A TEAM of medical researchers believes they are on the cusp of developing a cure for HIV, after an initial human clinical trial delivered astounding results.
In the first phase of testing, the drug Gammora eliminated up to 99 per cent of the virus within the first four weeks of treatment, it was announced today.
Zion Medical, an Israeli biotech company, has worked in conjunction with the Hebrew University of Jerusalem, on the trials.
The groundbreaking results showed the drug significantly reduced the viral load in human subjects by killing HIV-infected cells without harming healthy ones.
While it’s the first stage of exploration and a small-scale start, it has offered significant hope of a potential cure for the virus, which first emerged 35 years ago.
“These first clinical results were beyond our expectations and promise hope in finding a
cure for the disease,” Dr Esmira Naftali, head of development at Zion Medical, said.
In July and August, nine patients at Ronald Bata Memorial Hospital in Uganda were randomly assigned to receive different doses of Gammora for between four to five weeks.
“Most patients showed a significant reduction of the viral load of up to 90% from the baseline during the first four weeks,” Dr Naftali said.

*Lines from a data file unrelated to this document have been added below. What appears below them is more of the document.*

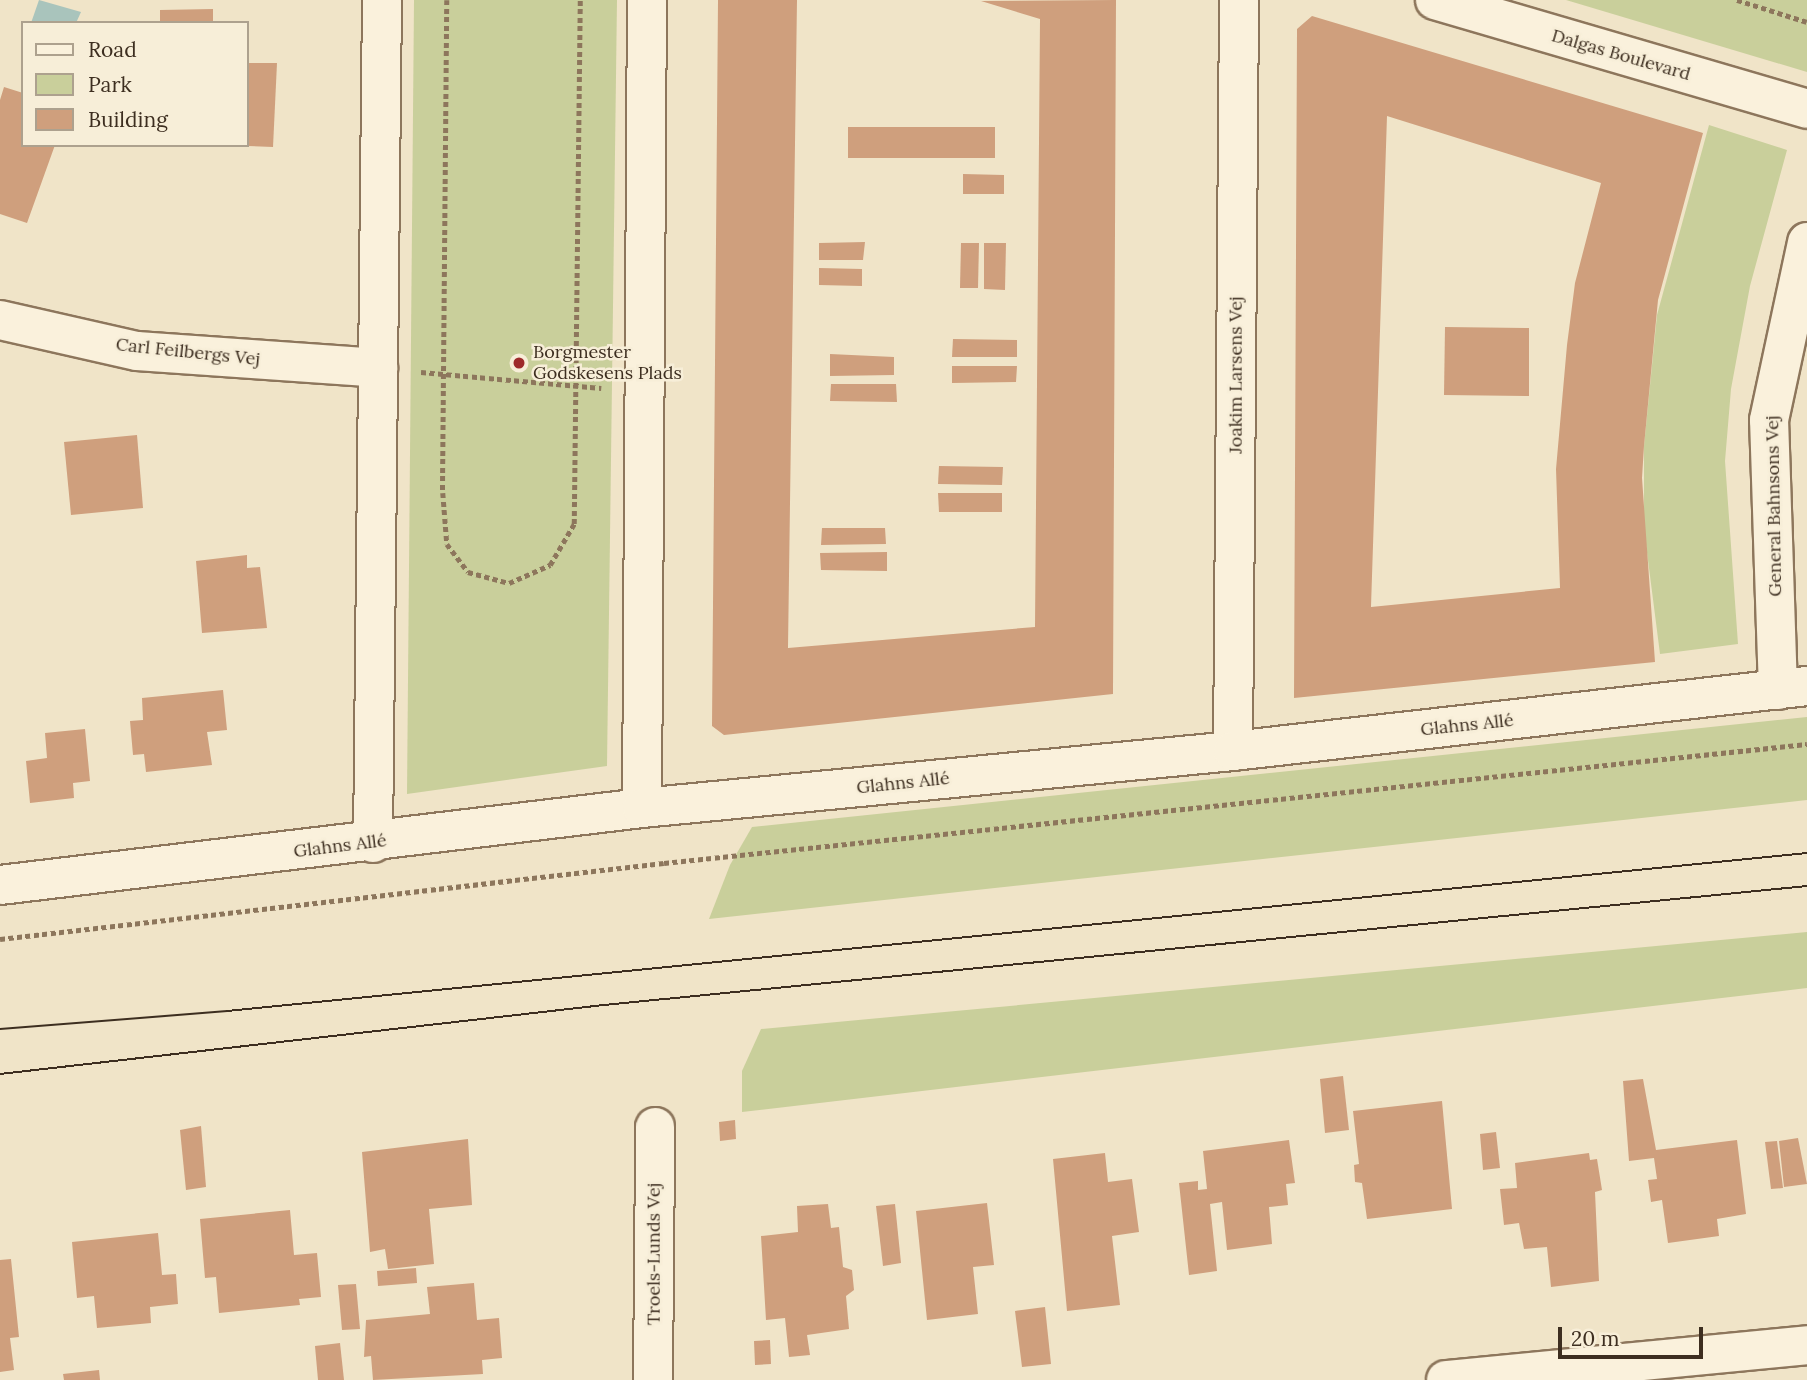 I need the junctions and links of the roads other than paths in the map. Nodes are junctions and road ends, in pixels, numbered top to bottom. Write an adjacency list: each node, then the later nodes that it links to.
1 (382, 0): 8 (street)
2 (646, 0): 11 (street)
3 (1239, 0): 10 (street, Joakim Larsens Vej)
4 (1435, 0): 5 (street, Dalgas Boulevard)
5 (1807, 109)
6 (1807, 242): 9 (street, General Bahnsons Vej)
7 (0, 320): 8 (street, Carl Feilbergs Vej)
8 (379, 368): 12 (street)
9 (1793, 688): 10 (street, Glahns Allé)
10 (1233, 751): 11 (street, Glahns Allé)
11 (642, 808): 12 (street, Glahns Allé)
12 (373, 843): 13 (street, Glahns Allé)
13 (0, 885)
14 (655, 1127): 16 (street, Troels-Lunds Vej)
15 (1807, 1345): 17 (street)
16 (653, 1380)
17 (1447, 1380) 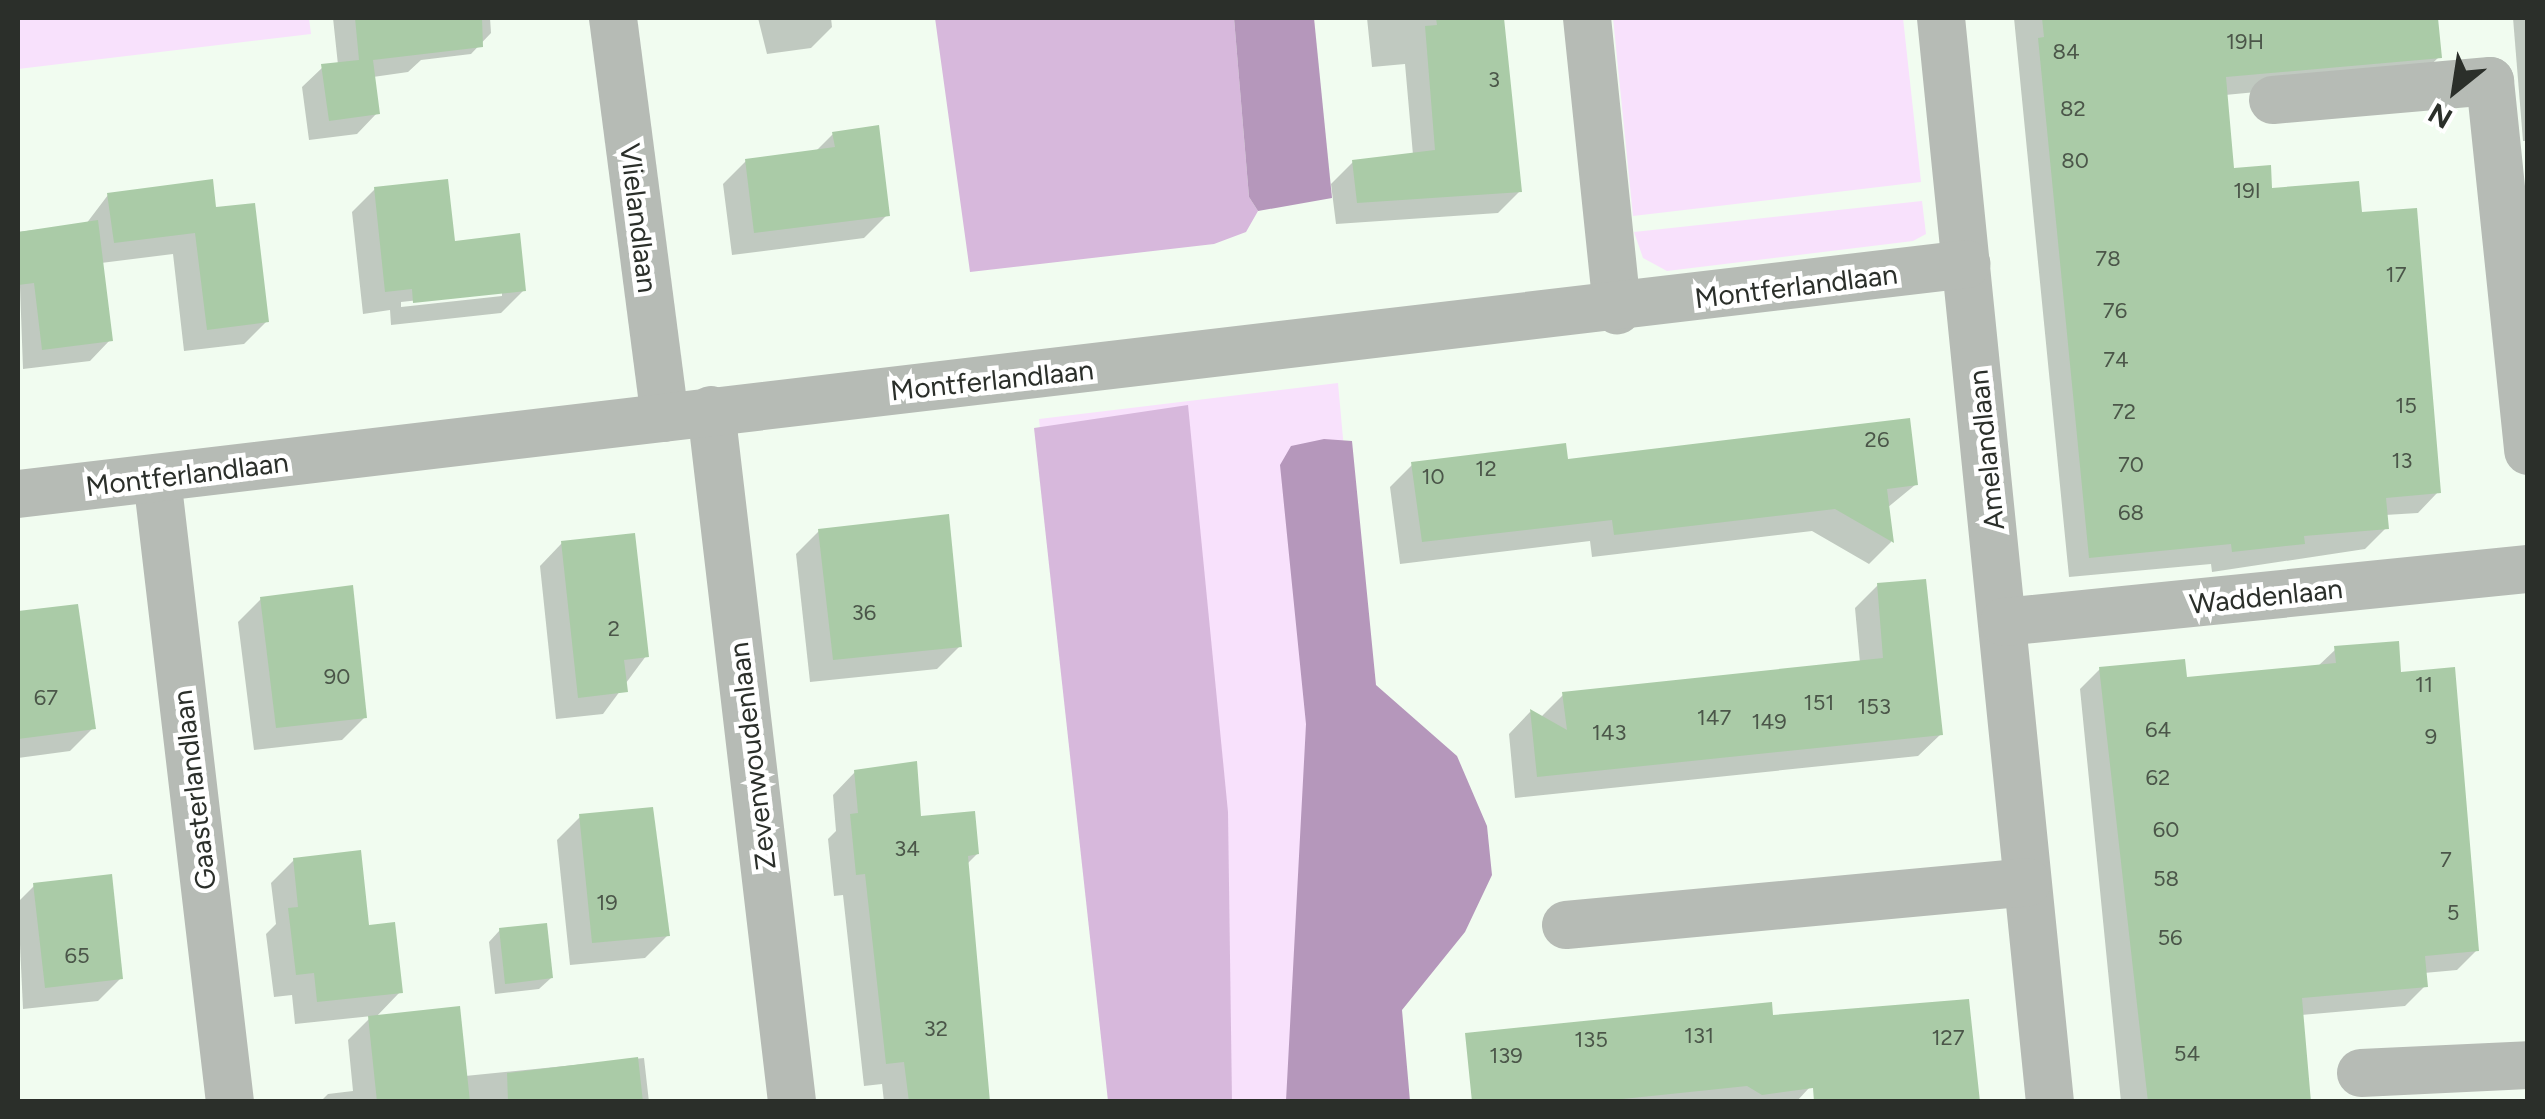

In the second part of the trial, conducted two weeks later, patients were given the drug with additional retroviral treatment for another four to five weeks.
The results showed the combined treatments eliminated up to 99 per cent of the viral load in those patients in four weeks.
Those patients participating in the trial exhibited no signs of negative side effects and the drug is non-toxic.
During the total 10-week study, patients in both groups showed a “significant” increase in T cell counts, which play a significant role in the immune system’s function.